Sekilas pertanyaan itu logis. Meski kalau dicantelkan ke dalam konteks statemen Doni Monardo, justru menjadi mentah. Sebab, selama PSBB, sudah ada aturan-aturan yang harus ditaati. Lebih dari segalanya, prosedur cuci tangan, mengenakan masker, bahkan prosedur apa yang harus dilakukan sepulang kerja, harus tetap dilaksanakan. Sebab, sekali lagi, konteks kalimat Doni Monardo adalah tetap dalam konteks PSBB.
Ada pula netizen yang menyanggah dengan menyajikan data, bahwa angka korban yang terserang Covid-19 terbesar justru di kisaran usia 45 tahun. Sanggahan itu sekilas menjadi kontradiksi dengan statemen “kelompok usia di bawah 45 tahun diberi kelonggaran beraktivitas”.
Akan tetapi, setelah meneliti data Gugus Tugas Covid-19, tidak seperti itu cara membacanya. Benar, bahwa angka yang terpapar di usia produktif tadi adalah yang terbesar. Akan tetapi, data valid menyebutkan jumlah korban meninggal yang terbesar adalah di atas usia 45 tahun. Seperti yang disebutkan Doni di atas.
Sangat panjang jika harus menuang seluruh data Gugus Tugas Covid-19. Sebab, data itu memang sangat rinci. Bahkan termasuk, persentase terbesar yang meninggal, urutan pertama adalah karena sakit bawaan berupa ginjal. Urutan kedua, jantung. Dan seterusnya. Sekali lagi, persentase terbesar adalah usia di atas 45 tahun.
Sedangkan usia produktif (45 tahun ke bawah), sangat sedikit yang meninggal. Artinya, mereka kemudian menjadi sembuh. Bahkan, tanpa disadari, tidak sedikit kelompok usia muda yang terpapar, tetapi kemudian sembuh dengan sendirinya. Artinya, tidak melewati fase perawatan di rumah sakit.
Last but not least, ada hal substansial lain yang melatarbelakangi pernyataan Doni Monardo yang disampaikan seusai rapat terbatas dengan Presiden Joko Widodo. Hal substansial tadi adalah persoalan terkapar akibat PHK.
Betapa pun, faktor kesehatan masyarakat tetap menjadi prioritas. Akan tetapi, bukan berarti prioritas itu menafikan kebutuhan untuk tetap menggerakkan sektor ekonomi.
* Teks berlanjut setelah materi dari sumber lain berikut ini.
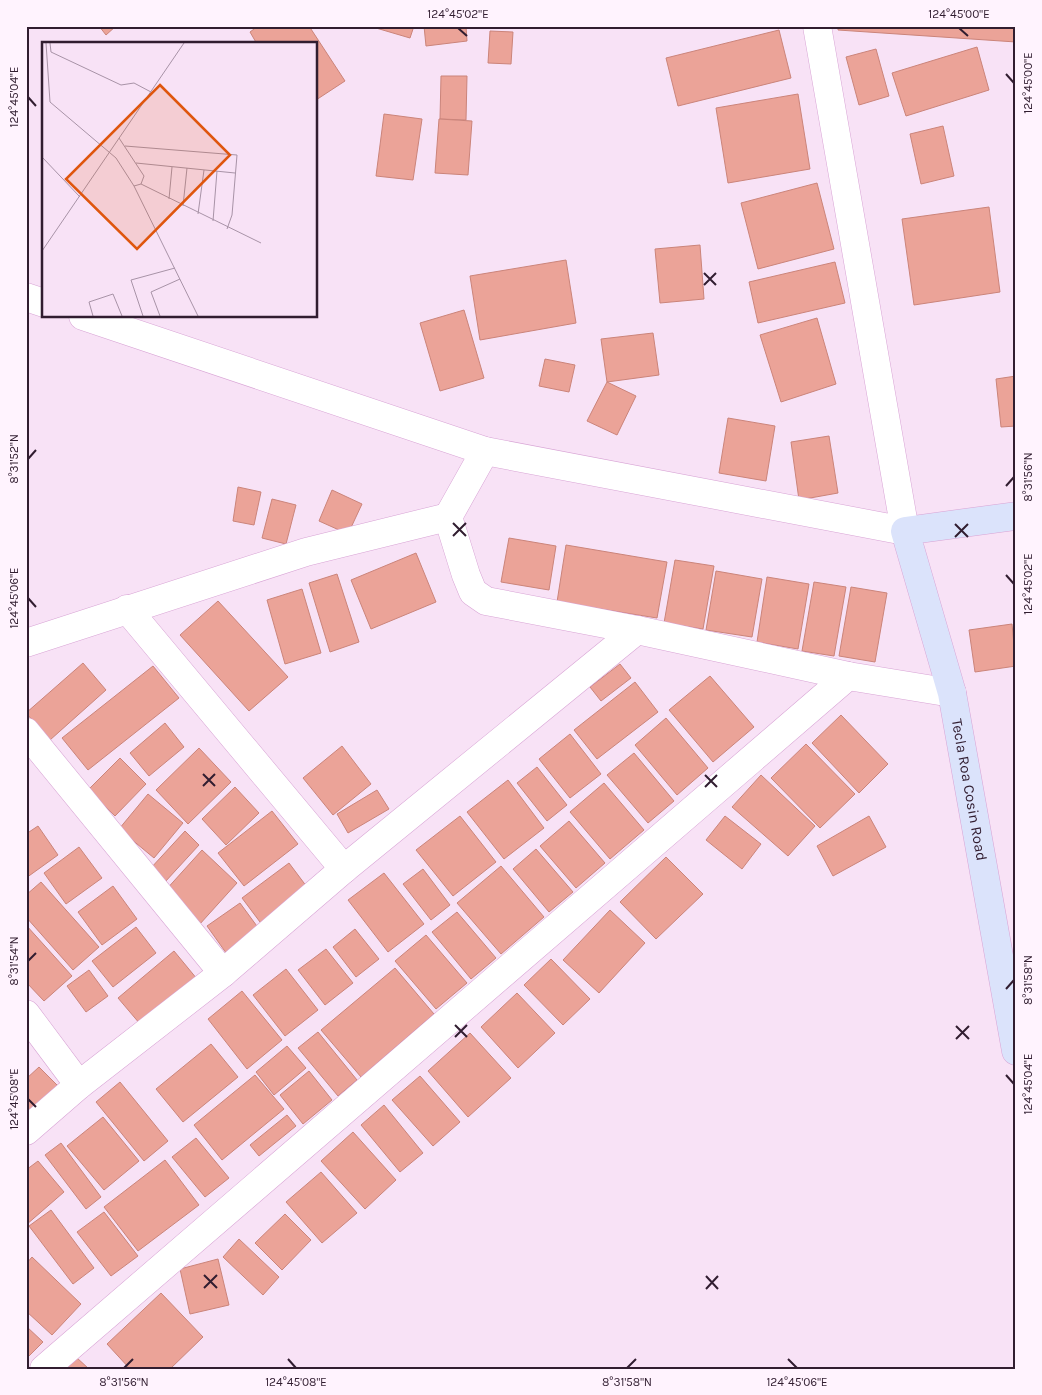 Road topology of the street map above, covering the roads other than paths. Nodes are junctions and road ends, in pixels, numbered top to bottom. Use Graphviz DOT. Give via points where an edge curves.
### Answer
graph roads {
  1 [pos="818,26"];
  2 [pos="26,297"];
  3 [pos="42,302"];
  4 [pos="89,318"];
  5 [pos="485,450"];
  6 [pos="1016,516"];
  7 [pos="448,517"];
  8 [pos="905,531"];
  9 [pos="127,609"];
  10 [pos="637,630"];
  11 [pos="26,643"];
  12 [pos="848,676"];
  13 [pos="952,693"];
  14 [pos="26,732"];
  15 [pos="344,869"];
  16 [pos="223,973"];
  17 [pos="26,1014"];
  18 [pos="1016,1050"];
  19 [pos="79,1085"];
  20 [pos="26,1131"];
  21 [pos="44,1369"];
  1 -- 8 [label="street"];
  2 -- 3 [label="street"];
  4 -- 5 [label="street"];
  5 -- 7 [label="street"];
  5 -- 8 [label="street"];
  6 -- 8 [label="street"];
  7 -- 9 [label="street" via="306,552"];
  7 -- 10 [label="street" via="466,575 474,592 486,601"];
  8 -- 13 [label="street, Tecla Roa Cosin Road"];
  9 -- 11 [label="street"];
  9 -- 15 [label="street"];
  10 -- 12 [label="street"];
  10 -- 15 [label="street"];
  12 -- 13 [label="street"];
  12 -- 21 [label="street"];
  13 -- 18 [label="street, Tecla Roa Cosin Road"];
  14 -- 16 [label="street"];
  15 -- 16 [label="street"];
  16 -- 19 [label="street"];
  17 -- 19 [label="street"];
  19 -- 20 [label="street"];
} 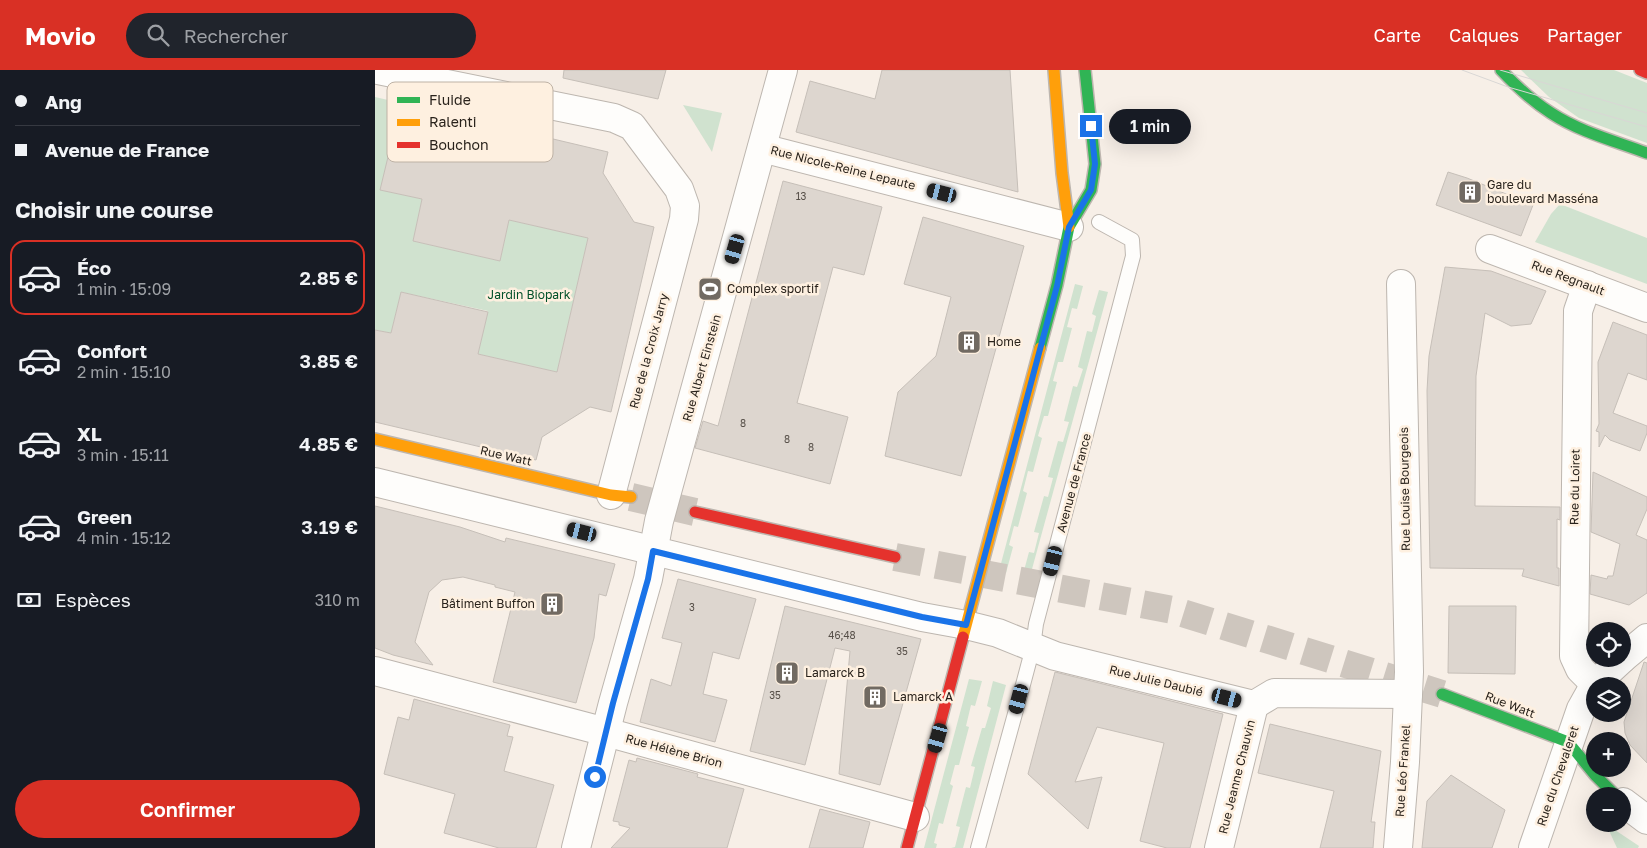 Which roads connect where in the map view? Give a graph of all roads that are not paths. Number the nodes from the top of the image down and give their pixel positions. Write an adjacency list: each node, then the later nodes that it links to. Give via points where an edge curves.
1 (378, 70): 8 (street, Rue de la Croix Jarry)
2 (783, 70): 10 (street, Rue Albert Einstein)
3 (1054, 70): 13 (street)
4 (1085, 70): 13 (street, via 1095,164 1091,190)
5 (1501, 70): 11 (street, via 1522,91 1560,118)
6 (1640, 70): 7 (street)
7 (1647, 73)
8 (437, 82)
9 (553, 106): 20 (street, Rue de la Croix Jarry, via 614,118 632,126 679,189 685,206)
10 (762, 148): 13 (street, Rue Nicole-Reine Lepaute); 22 (street, Rue Albert Einstein)
11 (1647, 153)
12 (1099, 222): 26 (lane, Avenue de France, via 1132,240 1133,256 1036,624)
13 (1069, 227): 24 (street, via 1057,286)
14 (1490, 249): 16 (street, Rue Regnault)
15 (1401, 284): 32 (street, Rue Louise Bourgeois)
16 (1587, 285): 17 (street, Rue Regnault); 30 (street, Rue du Loiret, via 1578,311 1574,656)
17 (1647, 308)
18 (375, 439): 20 (street, Rue Watt)
19 (375, 482): 22 (street, Rue Julie Daubié)
20 (621, 496)
21 (695, 512): 23 (street)
22 (653, 551): 24 (street, Rue Julie Daubié); 36 (street, Rue Albert Einstein)
23 (895, 557)
24 (966, 625): 26 (street, Rue Julie Daubié, via 998,632); 40 (street)
25 (1647, 638): 27 (street, Rue du Chevaleret)
26 (1033, 647): 35 (street, Rue Julie Daubié, via 1055,656); 44 (lane, Avenue de France)
27 (1631, 651)
28 (1613, 667): 31 (street, Rue du Chevaleret)
29 (375, 671): 36 (street, Rue Hélène Brion)
30 (1588, 677)
31 (1602, 677)
32 (1408, 694): 35 (street, via 1275,693); 46 (street, Rue Léo Frankel)
33 (1441, 694): 37 (street, Rue Watt)
34 (1586, 700): 37 (street, Rue du Chevaleret)
35 (1254, 705): 45 (street, Rue Jeanne Chauvin)
36 (606, 732): 40 (street, Rue Hélène Brion); 42 (street, Rue Albert Einstein)
37 (1568, 742): 38 (street); 47 (street, Rue du Chevaleret)
38 (1607, 787)
39 (1631, 808): 41 (street)
40 (915, 817): 43 (street)
41 (1647, 820)
42 (576, 848)
43 (907, 848)
44 (978, 848)
45 (1219, 848)
46 (1398, 848)
47 (1533, 848) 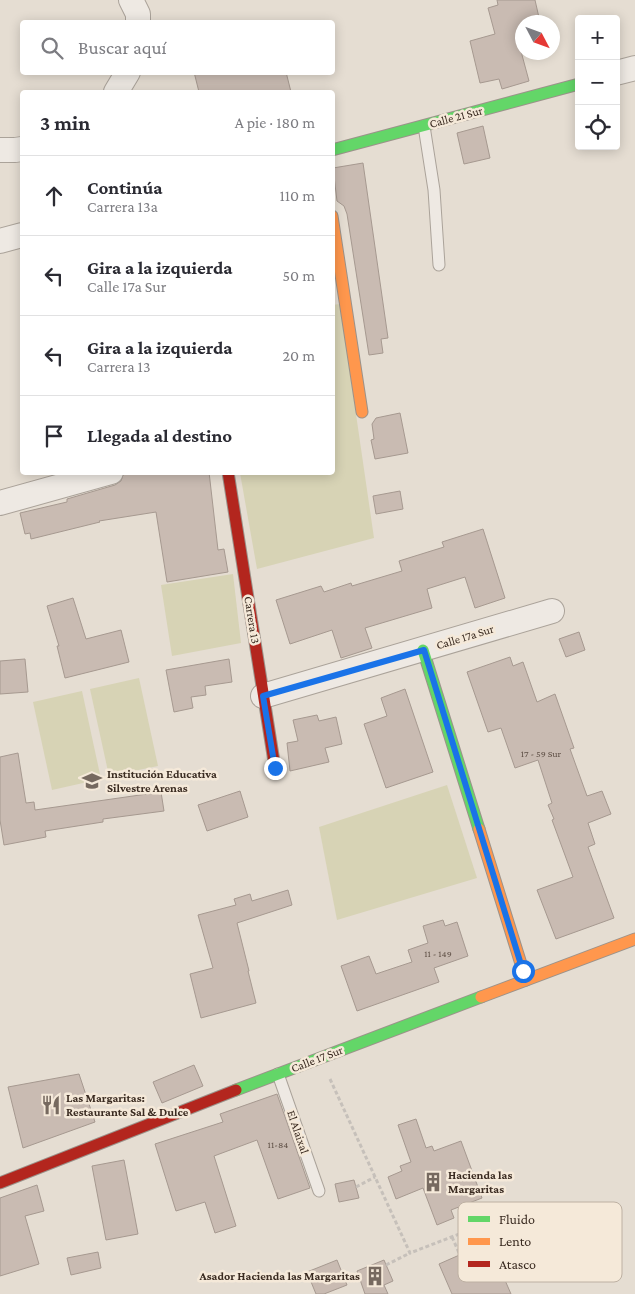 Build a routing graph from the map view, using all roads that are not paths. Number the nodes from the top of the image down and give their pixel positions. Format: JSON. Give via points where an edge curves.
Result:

Dalam banyak kesempatan, saya acap mendengar Doni Monardo menyitir ungkapan hungry man becomes angry man. Ini kebutuhan yang sangat mendasar.
Dalam bingkai besar, apa yang disampaikan Doni Monardo sebagai Kepala Gugus Tugas Covid-19, saya membacanya justru sebagai sebuah langkah positif, yang harus disyukuri bangsa ini. Sebab, sesuai materi paparan, “kelonggaran” tadi adalah satu langkah kecil memasuki tahap rehabilitasi.
Fase rehabilitas pun, Doni Monardo mencanangkan jargon yang luar biasa positif. Bunyinya, “Tidak terpapar virus corona dan tidak terkapar virus PHK”.
Keseluruhan rencana rehabilitasi dituang dalam program PASE, kependekan dari Pemulihan Aktivitas Sosial Ekonomi.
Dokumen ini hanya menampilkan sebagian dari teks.